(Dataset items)
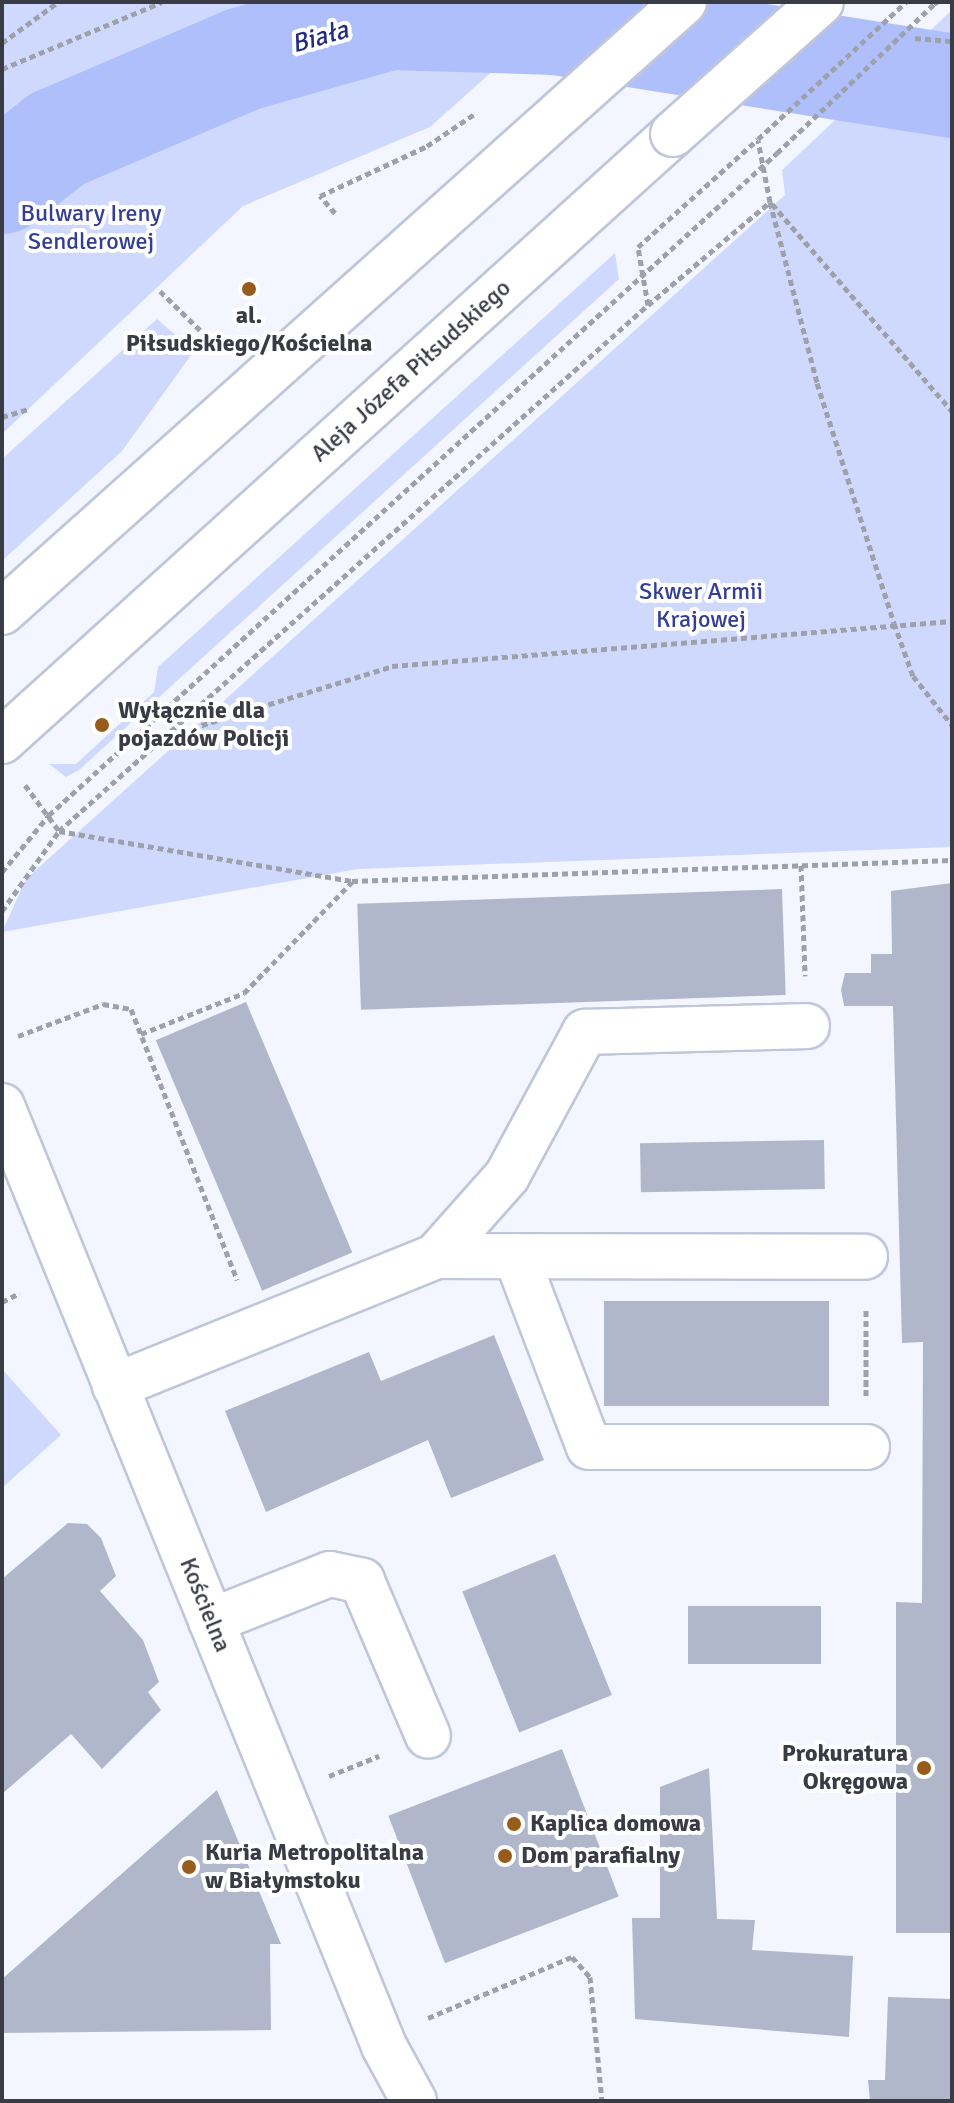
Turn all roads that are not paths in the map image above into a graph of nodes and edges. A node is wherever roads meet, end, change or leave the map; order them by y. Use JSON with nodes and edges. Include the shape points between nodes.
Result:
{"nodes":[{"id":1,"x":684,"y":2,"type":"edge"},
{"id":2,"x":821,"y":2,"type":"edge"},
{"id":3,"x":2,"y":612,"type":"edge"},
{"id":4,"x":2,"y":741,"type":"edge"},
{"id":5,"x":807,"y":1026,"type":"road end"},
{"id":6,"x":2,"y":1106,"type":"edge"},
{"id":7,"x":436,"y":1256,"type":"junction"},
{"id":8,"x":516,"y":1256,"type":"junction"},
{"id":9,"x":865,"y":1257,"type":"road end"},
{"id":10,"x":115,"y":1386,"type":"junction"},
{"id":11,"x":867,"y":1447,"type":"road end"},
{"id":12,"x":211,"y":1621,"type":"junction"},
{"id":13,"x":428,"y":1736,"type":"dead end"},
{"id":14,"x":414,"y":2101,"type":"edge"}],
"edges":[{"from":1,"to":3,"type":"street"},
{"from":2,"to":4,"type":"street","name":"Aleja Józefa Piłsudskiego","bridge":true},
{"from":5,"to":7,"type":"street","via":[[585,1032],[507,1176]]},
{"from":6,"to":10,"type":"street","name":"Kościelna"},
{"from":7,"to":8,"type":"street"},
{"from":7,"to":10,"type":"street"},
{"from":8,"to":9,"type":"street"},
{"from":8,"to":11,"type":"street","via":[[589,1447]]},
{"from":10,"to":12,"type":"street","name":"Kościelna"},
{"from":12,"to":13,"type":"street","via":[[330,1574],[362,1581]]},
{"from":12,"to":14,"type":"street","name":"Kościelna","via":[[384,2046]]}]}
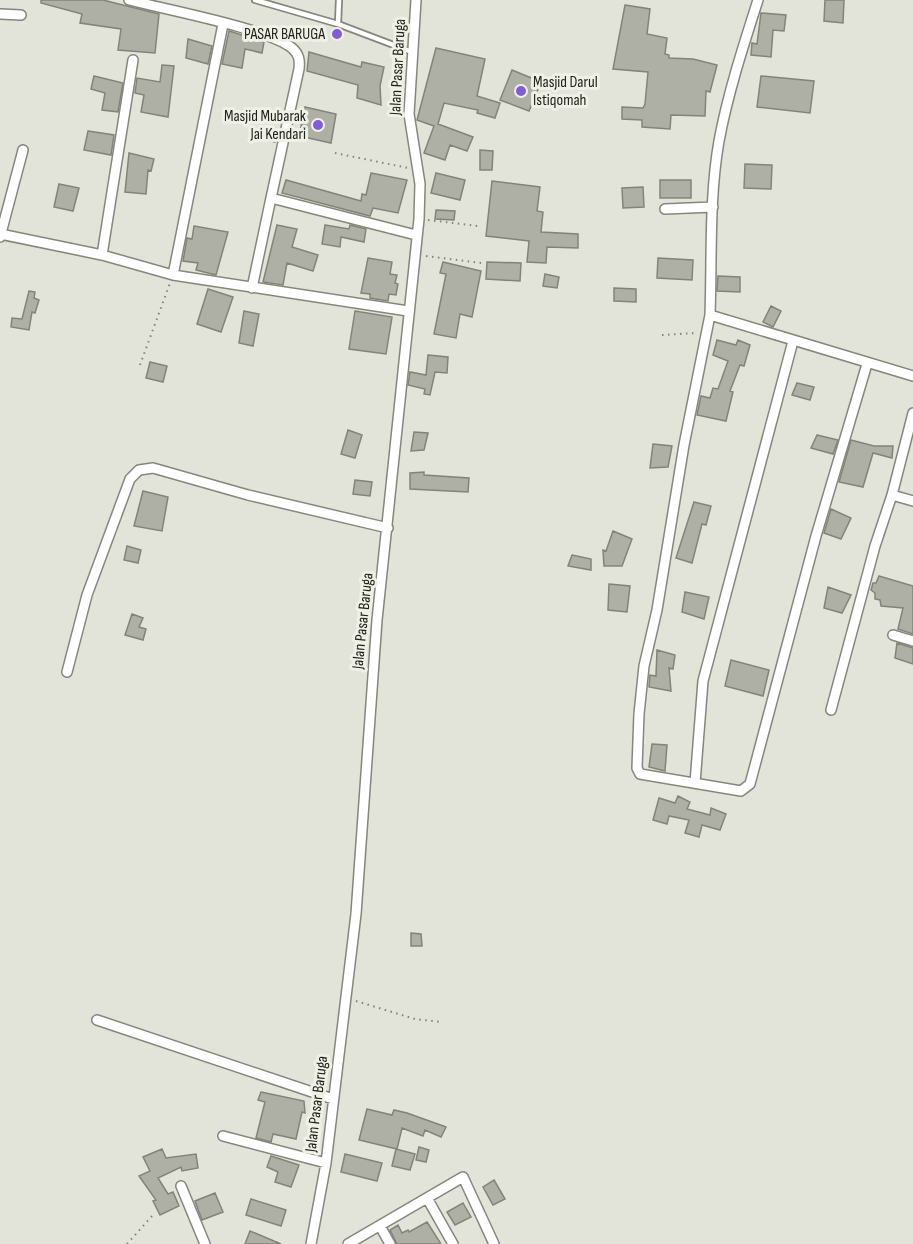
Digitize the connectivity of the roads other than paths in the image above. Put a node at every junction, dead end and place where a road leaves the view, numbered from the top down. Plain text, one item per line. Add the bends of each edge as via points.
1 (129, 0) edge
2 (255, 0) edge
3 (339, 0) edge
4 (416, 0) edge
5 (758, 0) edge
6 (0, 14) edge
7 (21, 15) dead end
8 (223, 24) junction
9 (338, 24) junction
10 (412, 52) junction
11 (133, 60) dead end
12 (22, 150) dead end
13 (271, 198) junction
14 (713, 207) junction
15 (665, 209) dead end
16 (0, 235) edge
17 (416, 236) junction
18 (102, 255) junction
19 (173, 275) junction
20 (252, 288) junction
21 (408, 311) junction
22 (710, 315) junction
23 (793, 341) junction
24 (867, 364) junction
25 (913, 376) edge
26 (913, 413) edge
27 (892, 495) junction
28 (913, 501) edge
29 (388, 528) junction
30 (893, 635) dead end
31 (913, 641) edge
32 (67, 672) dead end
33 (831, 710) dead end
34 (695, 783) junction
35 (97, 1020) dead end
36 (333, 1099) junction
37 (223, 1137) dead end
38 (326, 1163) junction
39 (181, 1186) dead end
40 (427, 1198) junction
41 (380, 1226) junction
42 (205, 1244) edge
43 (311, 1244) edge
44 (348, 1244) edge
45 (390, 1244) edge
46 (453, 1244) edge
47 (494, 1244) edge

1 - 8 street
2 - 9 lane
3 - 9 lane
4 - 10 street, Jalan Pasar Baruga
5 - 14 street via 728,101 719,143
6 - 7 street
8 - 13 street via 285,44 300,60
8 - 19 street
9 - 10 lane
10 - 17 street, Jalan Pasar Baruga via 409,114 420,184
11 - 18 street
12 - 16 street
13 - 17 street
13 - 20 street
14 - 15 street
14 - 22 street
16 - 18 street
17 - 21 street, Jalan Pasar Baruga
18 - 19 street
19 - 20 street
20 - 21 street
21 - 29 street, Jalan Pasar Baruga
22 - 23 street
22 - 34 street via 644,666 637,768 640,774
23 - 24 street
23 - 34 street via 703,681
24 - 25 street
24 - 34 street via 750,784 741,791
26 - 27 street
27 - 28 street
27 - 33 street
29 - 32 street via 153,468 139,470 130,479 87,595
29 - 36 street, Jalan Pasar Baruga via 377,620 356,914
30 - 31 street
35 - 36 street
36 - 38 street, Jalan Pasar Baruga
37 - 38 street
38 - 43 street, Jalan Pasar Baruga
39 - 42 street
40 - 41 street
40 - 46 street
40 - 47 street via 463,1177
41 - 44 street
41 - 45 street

#### Problem details
All lines above that contain "Baruga" are required in the answer.

#### Output for this task
4 - 10 street, Jalan Pasar Baruga
10 - 17 street, Jalan Pasar Baruga via 409,114 420,184
17 - 21 street, Jalan Pasar Baruga
21 - 29 street, Jalan Pasar Baruga
29 - 36 street, Jalan Pasar Baruga via 377,620 356,914
36 - 38 street, Jalan Pasar Baruga
38 - 43 street, Jalan Pasar Baruga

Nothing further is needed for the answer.